**The task**
Output, exactly and in full, the entries that appear below.
** Opening Data supplied block **
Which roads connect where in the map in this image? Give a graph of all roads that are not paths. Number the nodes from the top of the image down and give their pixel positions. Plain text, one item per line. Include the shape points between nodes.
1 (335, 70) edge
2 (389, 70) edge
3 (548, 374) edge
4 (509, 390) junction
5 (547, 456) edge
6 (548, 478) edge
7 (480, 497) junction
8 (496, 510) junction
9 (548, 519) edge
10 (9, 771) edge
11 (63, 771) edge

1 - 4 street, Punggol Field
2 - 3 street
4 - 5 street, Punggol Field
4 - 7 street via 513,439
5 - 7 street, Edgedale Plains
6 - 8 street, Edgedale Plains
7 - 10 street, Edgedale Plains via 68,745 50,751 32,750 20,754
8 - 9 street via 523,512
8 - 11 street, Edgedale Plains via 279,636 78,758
** Closing Data supplied block **
**Answer**
Which roads connect where in the map in this image? Give a graph of all roads that are not paths. Number the nodes from the top of the image down and give their pixel positions. Plain text, one item per line. Include the shape points between nodes.
1 (335, 70) edge
2 (389, 70) edge
3 (548, 374) edge
4 (509, 390) junction
5 (547, 456) edge
6 (548, 478) edge
7 (480, 497) junction
8 (496, 510) junction
9 (548, 519) edge
10 (9, 771) edge
11 (63, 771) edge

1 - 4 street, Punggol Field
2 - 3 street
4 - 5 street, Punggol Field
4 - 7 street via 513,439
5 - 7 street, Edgedale Plains
6 - 8 street, Edgedale Plains
7 - 10 street, Edgedale Plains via 68,745 50,751 32,750 20,754
8 - 9 street via 523,512
8 - 11 street, Edgedale Plains via 279,636 78,758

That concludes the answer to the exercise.